### DIRECTIONS FOR THIS TASK
In your copy, repeat the records exactly and leave out the pictures.

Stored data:
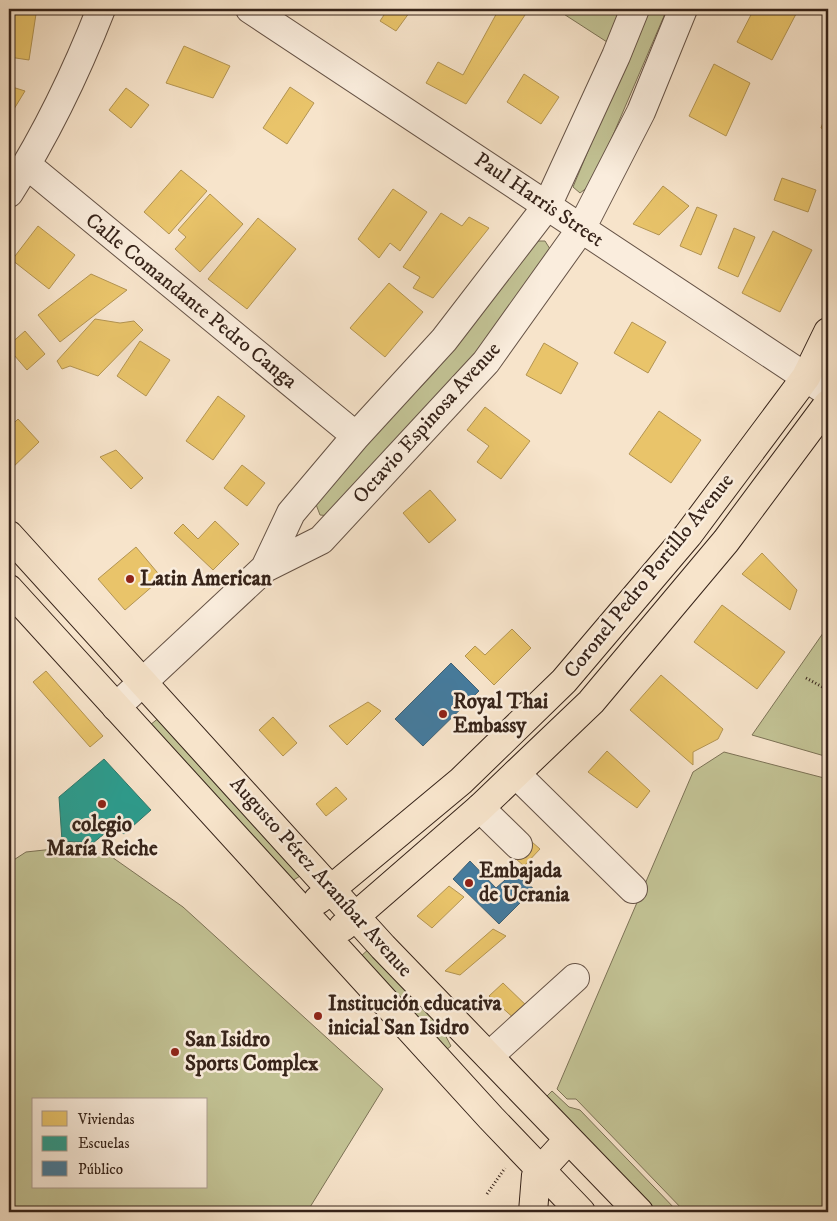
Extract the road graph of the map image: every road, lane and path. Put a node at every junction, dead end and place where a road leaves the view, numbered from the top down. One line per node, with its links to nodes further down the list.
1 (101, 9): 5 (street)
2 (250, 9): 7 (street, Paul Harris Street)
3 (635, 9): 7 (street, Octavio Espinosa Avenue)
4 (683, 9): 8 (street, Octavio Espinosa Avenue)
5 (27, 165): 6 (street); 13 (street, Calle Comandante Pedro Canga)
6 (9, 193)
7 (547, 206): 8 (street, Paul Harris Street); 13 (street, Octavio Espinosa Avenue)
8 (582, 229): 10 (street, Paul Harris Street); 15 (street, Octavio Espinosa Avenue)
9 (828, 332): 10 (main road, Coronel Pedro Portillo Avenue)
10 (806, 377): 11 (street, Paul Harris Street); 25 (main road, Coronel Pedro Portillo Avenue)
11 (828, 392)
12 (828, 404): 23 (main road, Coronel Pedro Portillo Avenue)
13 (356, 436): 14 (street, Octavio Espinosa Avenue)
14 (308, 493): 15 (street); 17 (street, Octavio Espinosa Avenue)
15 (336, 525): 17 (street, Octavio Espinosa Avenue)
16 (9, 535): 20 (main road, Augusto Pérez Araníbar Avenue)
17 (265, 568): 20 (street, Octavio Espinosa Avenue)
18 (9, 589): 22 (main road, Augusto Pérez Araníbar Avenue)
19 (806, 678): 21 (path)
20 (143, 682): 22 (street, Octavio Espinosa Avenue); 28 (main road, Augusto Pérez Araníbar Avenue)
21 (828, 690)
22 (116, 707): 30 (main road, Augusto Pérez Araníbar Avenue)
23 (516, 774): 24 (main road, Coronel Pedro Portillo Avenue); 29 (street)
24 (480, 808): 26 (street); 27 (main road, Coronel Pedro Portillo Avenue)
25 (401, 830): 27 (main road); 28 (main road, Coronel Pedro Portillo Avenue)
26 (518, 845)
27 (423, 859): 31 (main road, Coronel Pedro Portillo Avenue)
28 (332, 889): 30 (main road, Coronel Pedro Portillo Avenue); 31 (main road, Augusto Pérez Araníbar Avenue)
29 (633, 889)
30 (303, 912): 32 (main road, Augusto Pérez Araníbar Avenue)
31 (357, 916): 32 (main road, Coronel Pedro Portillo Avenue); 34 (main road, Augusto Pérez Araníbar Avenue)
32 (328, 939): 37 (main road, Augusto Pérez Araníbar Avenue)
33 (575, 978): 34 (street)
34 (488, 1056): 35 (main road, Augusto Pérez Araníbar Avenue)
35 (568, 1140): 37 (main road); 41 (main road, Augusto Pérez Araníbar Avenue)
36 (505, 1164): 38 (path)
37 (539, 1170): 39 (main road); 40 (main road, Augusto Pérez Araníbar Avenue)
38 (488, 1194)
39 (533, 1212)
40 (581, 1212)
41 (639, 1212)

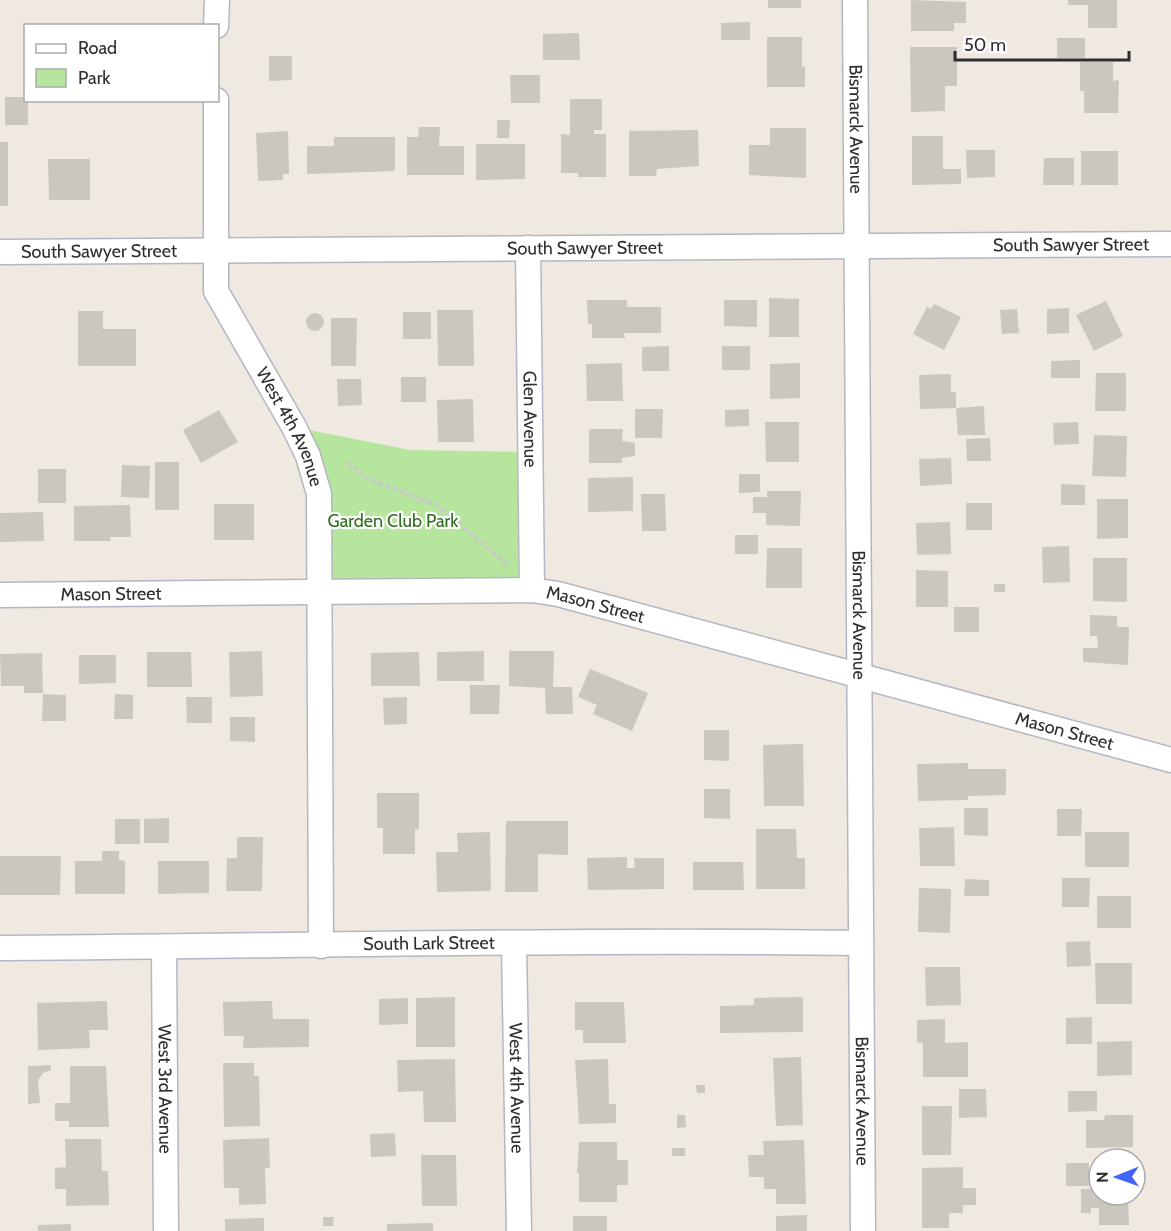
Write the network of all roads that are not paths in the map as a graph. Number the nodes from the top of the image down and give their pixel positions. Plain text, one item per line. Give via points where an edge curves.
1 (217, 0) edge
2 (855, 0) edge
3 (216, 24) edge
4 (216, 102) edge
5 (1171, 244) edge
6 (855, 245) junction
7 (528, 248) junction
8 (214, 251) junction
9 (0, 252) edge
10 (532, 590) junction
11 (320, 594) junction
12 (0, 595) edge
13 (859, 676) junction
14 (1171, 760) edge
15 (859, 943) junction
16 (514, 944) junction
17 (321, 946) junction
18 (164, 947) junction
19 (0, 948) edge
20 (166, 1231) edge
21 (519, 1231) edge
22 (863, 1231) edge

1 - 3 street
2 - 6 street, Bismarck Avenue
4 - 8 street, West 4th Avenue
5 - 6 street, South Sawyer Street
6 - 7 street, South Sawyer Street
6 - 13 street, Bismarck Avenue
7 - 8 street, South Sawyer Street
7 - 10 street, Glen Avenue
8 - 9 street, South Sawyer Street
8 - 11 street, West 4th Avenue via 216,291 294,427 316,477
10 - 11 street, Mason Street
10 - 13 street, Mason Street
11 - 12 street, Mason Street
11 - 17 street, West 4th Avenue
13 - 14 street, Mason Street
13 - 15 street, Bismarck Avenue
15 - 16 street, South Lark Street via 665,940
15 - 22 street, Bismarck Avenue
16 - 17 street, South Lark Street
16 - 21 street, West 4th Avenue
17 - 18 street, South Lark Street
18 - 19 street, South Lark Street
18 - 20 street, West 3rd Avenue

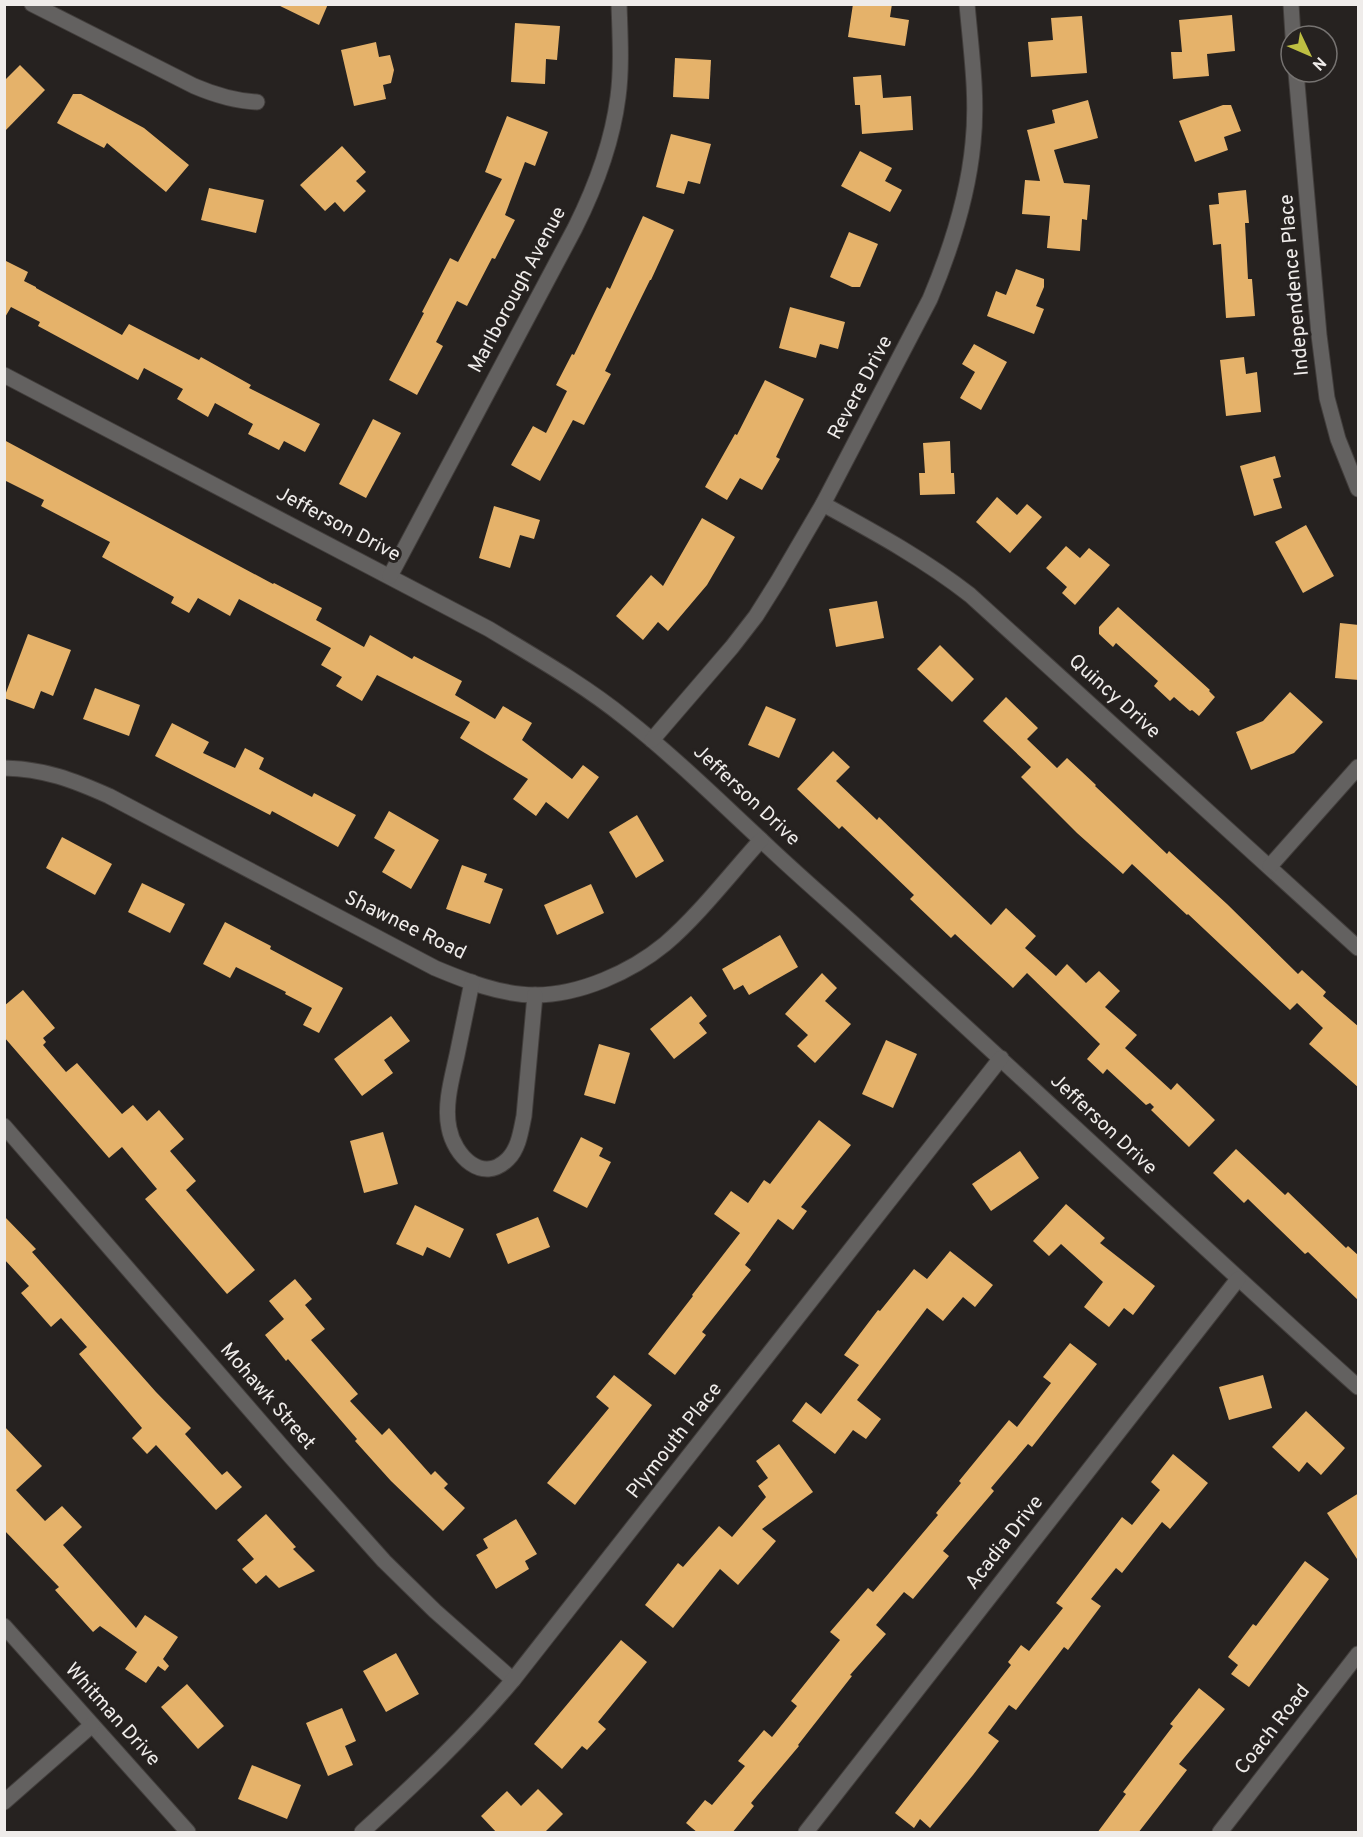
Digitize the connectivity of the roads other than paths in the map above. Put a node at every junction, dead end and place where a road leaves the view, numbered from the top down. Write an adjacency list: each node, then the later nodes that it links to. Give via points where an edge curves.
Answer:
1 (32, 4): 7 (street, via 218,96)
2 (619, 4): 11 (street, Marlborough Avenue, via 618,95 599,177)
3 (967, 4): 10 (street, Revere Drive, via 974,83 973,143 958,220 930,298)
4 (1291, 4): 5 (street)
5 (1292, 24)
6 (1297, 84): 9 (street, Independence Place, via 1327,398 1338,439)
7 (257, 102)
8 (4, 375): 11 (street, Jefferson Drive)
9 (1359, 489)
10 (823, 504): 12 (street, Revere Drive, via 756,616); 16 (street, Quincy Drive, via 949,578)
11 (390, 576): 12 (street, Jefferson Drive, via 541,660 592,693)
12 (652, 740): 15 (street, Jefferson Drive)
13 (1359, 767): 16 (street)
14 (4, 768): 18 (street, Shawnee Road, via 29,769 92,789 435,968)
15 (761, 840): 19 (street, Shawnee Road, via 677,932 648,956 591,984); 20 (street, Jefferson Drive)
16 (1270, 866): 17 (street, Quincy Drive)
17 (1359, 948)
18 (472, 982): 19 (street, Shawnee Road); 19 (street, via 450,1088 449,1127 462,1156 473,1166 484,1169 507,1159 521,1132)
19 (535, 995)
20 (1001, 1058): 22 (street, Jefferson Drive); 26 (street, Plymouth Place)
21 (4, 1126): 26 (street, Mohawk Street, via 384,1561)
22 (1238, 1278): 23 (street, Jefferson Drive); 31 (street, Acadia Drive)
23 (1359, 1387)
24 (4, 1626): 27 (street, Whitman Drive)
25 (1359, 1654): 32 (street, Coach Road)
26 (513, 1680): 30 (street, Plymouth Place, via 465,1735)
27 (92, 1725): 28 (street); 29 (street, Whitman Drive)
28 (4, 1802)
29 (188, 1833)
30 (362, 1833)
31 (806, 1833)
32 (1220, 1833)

### EXPECTED ANSWER
Extract the road graph of the map image: every road, lane and path. Put a node at every junction, dead end and place where a road leaves the view, numbered from the top down. One line per node, with its links to nodes further down the list.
1 (101, 9): 5 (street)
2 (250, 9): 7 (street, Paul Harris Street)
3 (635, 9): 7 (street, Octavio Espinosa Avenue)
4 (683, 9): 8 (street, Octavio Espinosa Avenue)
5 (27, 165): 6 (street); 13 (street, Calle Comandante Pedro Canga)
6 (9, 193)
7 (547, 206): 8 (street, Paul Harris Street); 13 (street, Octavio Espinosa Avenue)
8 (582, 229): 10 (street, Paul Harris Street); 15 (street, Octavio Espinosa Avenue)
9 (828, 332): 10 (main road, Coronel Pedro Portillo Avenue)
10 (806, 377): 11 (street, Paul Harris Street); 25 (main road, Coronel Pedro Portillo Avenue)
11 (828, 392)
12 (828, 404): 23 (main road, Coronel Pedro Portillo Avenue)
13 (356, 436): 14 (street, Octavio Espinosa Avenue)
14 (308, 493): 15 (street); 17 (street, Octavio Espinosa Avenue)
15 (336, 525): 17 (street, Octavio Espinosa Avenue)
16 (9, 535): 20 (main road, Augusto Pérez Araníbar Avenue)
17 (265, 568): 20 (street, Octavio Espinosa Avenue)
18 (9, 589): 22 (main road, Augusto Pérez Araníbar Avenue)
19 (806, 678): 21 (path)
20 (143, 682): 22 (street, Octavio Espinosa Avenue); 28 (main road, Augusto Pérez Araníbar Avenue)
21 (828, 690)
22 (116, 707): 30 (main road, Augusto Pérez Araníbar Avenue)
23 (516, 774): 24 (main road, Coronel Pedro Portillo Avenue); 29 (street)
24 (480, 808): 26 (street); 27 (main road, Coronel Pedro Portillo Avenue)
25 (401, 830): 27 (main road); 28 (main road, Coronel Pedro Portillo Avenue)
26 (518, 845)
27 (423, 859): 31 (main road, Coronel Pedro Portillo Avenue)
28 (332, 889): 30 (main road, Coronel Pedro Portillo Avenue); 31 (main road, Augusto Pérez Araníbar Avenue)
29 (633, 889)
30 (303, 912): 32 (main road, Augusto Pérez Araníbar Avenue)
31 (357, 916): 32 (main road, Coronel Pedro Portillo Avenue); 34 (main road, Augusto Pérez Araníbar Avenue)
32 (328, 939): 37 (main road, Augusto Pérez Araníbar Avenue)
33 (575, 978): 34 (street)
34 (488, 1056): 35 (main road, Augusto Pérez Araníbar Avenue)
35 (568, 1140): 37 (main road); 41 (main road, Augusto Pérez Araníbar Avenue)
36 (505, 1164): 38 (path)
37 (539, 1170): 39 (main road); 40 (main road, Augusto Pérez Araníbar Avenue)
38 (488, 1194)
39 (533, 1212)
40 (581, 1212)
41 (639, 1212)

Write the network of all roads that are not paths in the map as a graph. Number the nodes from the top of the image down and give their pixel positions. Plain text, one item per line. Give via points where an edge curves.
1 (217, 0) edge
2 (855, 0) edge
3 (216, 24) edge
4 (216, 102) edge
5 (1171, 244) edge
6 (855, 245) junction
7 (528, 248) junction
8 (214, 251) junction
9 (0, 252) edge
10 (532, 590) junction
11 (320, 594) junction
12 (0, 595) edge
13 (859, 676) junction
14 (1171, 760) edge
15 (859, 943) junction
16 (514, 944) junction
17 (321, 946) junction
18 (164, 947) junction
19 (0, 948) edge
20 (166, 1231) edge
21 (519, 1231) edge
22 (863, 1231) edge

1 - 3 street
2 - 6 street, Bismarck Avenue
4 - 8 street, West 4th Avenue
5 - 6 street, South Sawyer Street
6 - 7 street, South Sawyer Street
6 - 13 street, Bismarck Avenue
7 - 8 street, South Sawyer Street
7 - 10 street, Glen Avenue
8 - 9 street, South Sawyer Street
8 - 11 street, West 4th Avenue via 216,291 294,427 316,477
10 - 11 street, Mason Street
10 - 13 street, Mason Street
11 - 12 street, Mason Street
11 - 17 street, West 4th Avenue
13 - 14 street, Mason Street
13 - 15 street, Bismarck Avenue
15 - 16 street, South Lark Street via 665,940
15 - 22 street, Bismarck Avenue
16 - 17 street, South Lark Street
16 - 21 street, West 4th Avenue
17 - 18 street, South Lark Street
18 - 19 street, South Lark Street
18 - 20 street, West 3rd Avenue

Digitize the connectivity of the roads other than paths in the map above. Put a node at every junction, dead end and place where a road leaves the view, numbered from the top down. Write an adjacency list: each node, then the later nodes that it links to. Give via points where an edge curves.
Answer:
1 (32, 4): 7 (street, via 218,96)
2 (619, 4): 11 (street, Marlborough Avenue, via 618,95 599,177)
3 (967, 4): 10 (street, Revere Drive, via 974,83 973,143 958,220 930,298)
4 (1291, 4): 5 (street)
5 (1292, 24)
6 (1297, 84): 9 (street, Independence Place, via 1327,398 1338,439)
7 (257, 102)
8 (4, 375): 11 (street, Jefferson Drive)
9 (1359, 489)
10 (823, 504): 12 (street, Revere Drive, via 756,616); 16 (street, Quincy Drive, via 949,578)
11 (390, 576): 12 (street, Jefferson Drive, via 541,660 592,693)
12 (652, 740): 15 (street, Jefferson Drive)
13 (1359, 767): 16 (street)
14 (4, 768): 18 (street, Shawnee Road, via 29,769 92,789 435,968)
15 (761, 840): 19 (street, Shawnee Road, via 677,932 648,956 591,984); 20 (street, Jefferson Drive)
16 (1270, 866): 17 (street, Quincy Drive)
17 (1359, 948)
18 (472, 982): 19 (street, Shawnee Road); 19 (street, via 450,1088 449,1127 462,1156 473,1166 484,1169 507,1159 521,1132)
19 (535, 995)
20 (1001, 1058): 22 (street, Jefferson Drive); 26 (street, Plymouth Place)
21 (4, 1126): 26 (street, Mohawk Street, via 384,1561)
22 (1238, 1278): 23 (street, Jefferson Drive); 31 (street, Acadia Drive)
23 (1359, 1387)
24 (4, 1626): 27 (street, Whitman Drive)
25 (1359, 1654): 32 (street, Coach Road)
26 (513, 1680): 30 (street, Plymouth Place, via 465,1735)
27 (92, 1725): 28 (street); 29 (street, Whitman Drive)
28 (4, 1802)
29 (188, 1833)
30 (362, 1833)
31 (806, 1833)
32 (1220, 1833)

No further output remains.